[What is being asked]
Whenever the word "вуліца" turns up in a line below, that line should be copied.

[Excerpted records]
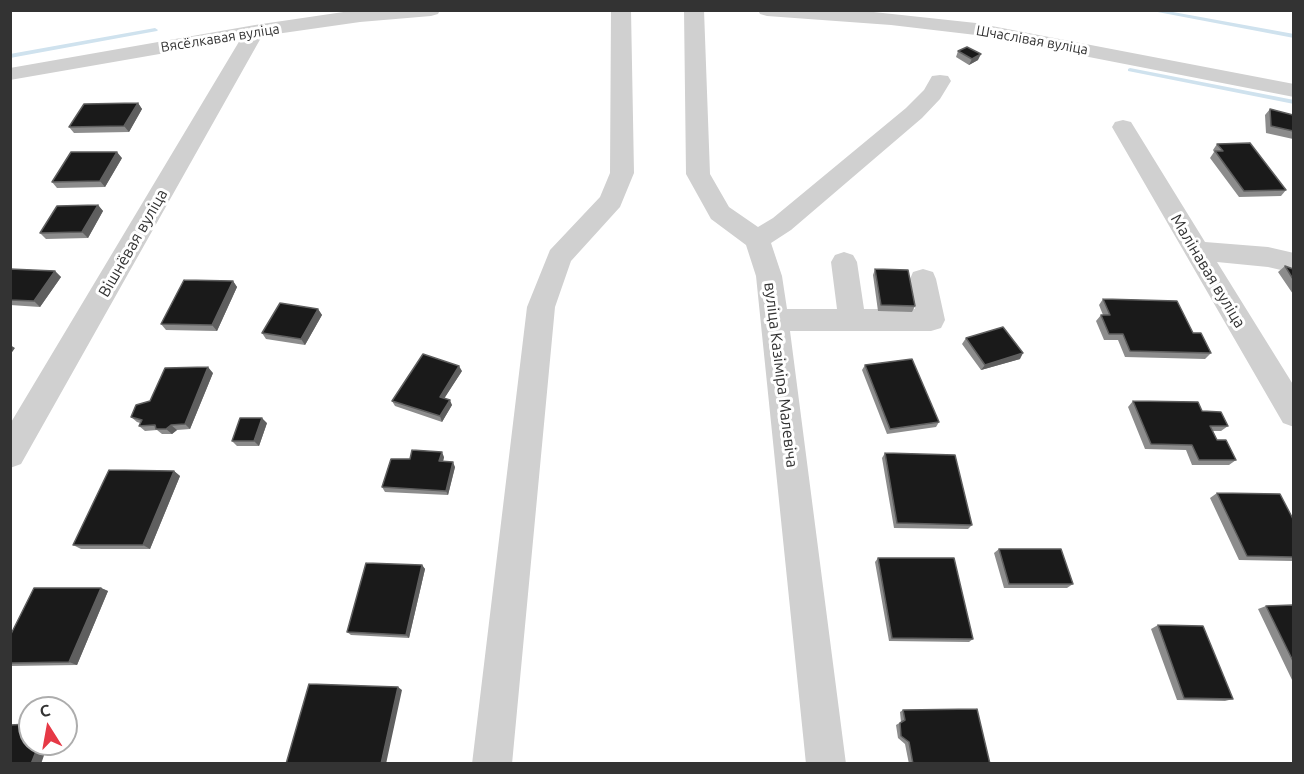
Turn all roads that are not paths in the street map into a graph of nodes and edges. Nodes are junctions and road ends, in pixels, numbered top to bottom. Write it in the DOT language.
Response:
graph roads {
  1 [pos="430,10"];
  2 [pos="621,10"];
  3 [pos="694,10"];
  4 [pos="767,10"];
  5 [pos="943,10"];
  6 [pos="255,31"];
  7 [pos="10,74"];
  8 [pos="1293,74"];
  9 [pos="940,81"];
  10 [pos="1293,91"];
  11 [pos="1123,127"];
  12 [pos="757,240"];
  13 [pos="1197,251"];
  14 [pos="844,262"];
  15 [pos="1293,263"];
  16 [pos="923,279"];
  17 [pos="775,320"];
  18 [pos="852,320"];
  19 [pos="1293,414"];
  20 [pos="10,454"];
  21 [pos="492,764"];
  22 [pos="826,764"];
  1 -- 6 [label="street, Вясёлкавая вуліца"];
  2 -- 21 [label="street"];
  3 -- 12 [label="street"];
  4 -- 10 [label="street, Шчаслівая вуліца"];
  5 -- 8 [label="street, Шчаслівая вуліца"];
  6 -- 7 [label="street, Вясёлкавая вуліца"];
  6 -- 20 [label="street, Вішнёвая вуліца"];
  9 -- 12 [label="street"];
  11 -- 13 [label="street, Малінавая вуліца"];
  12 -- 17 [label="street, вуліца Казіміра Малевіча"];
  13 -- 15 [label="street"];
  13 -- 19 [label="street, Малінавая вуліца"];
  14 -- 18 [label="street"];
  16 -- 18 [label="street"];
  17 -- 18 [label="street"];
  17 -- 22 [label="street, вуліца Казіміра Малевіча"];
}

[Solution for this exercise]
  1 -- 6 [label="street, Вясёлкавая вуліца"];
  4 -- 10 [label="street, Шчаслівая вуліца"];
  5 -- 8 [label="street, Шчаслівая вуліца"];
  6 -- 7 [label="street, Вясёлкавая вуліца"];
  6 -- 20 [label="street, Вішнёвая вуліца"];
  11 -- 13 [label="street, Малінавая вуліца"];
  12 -- 17 [label="street, вуліца Казіміра Малевіча"];
  13 -- 19 [label="street, Малінавая вуліца"];
  17 -- 22 [label="street, вуліца Казіміра Малевіча"];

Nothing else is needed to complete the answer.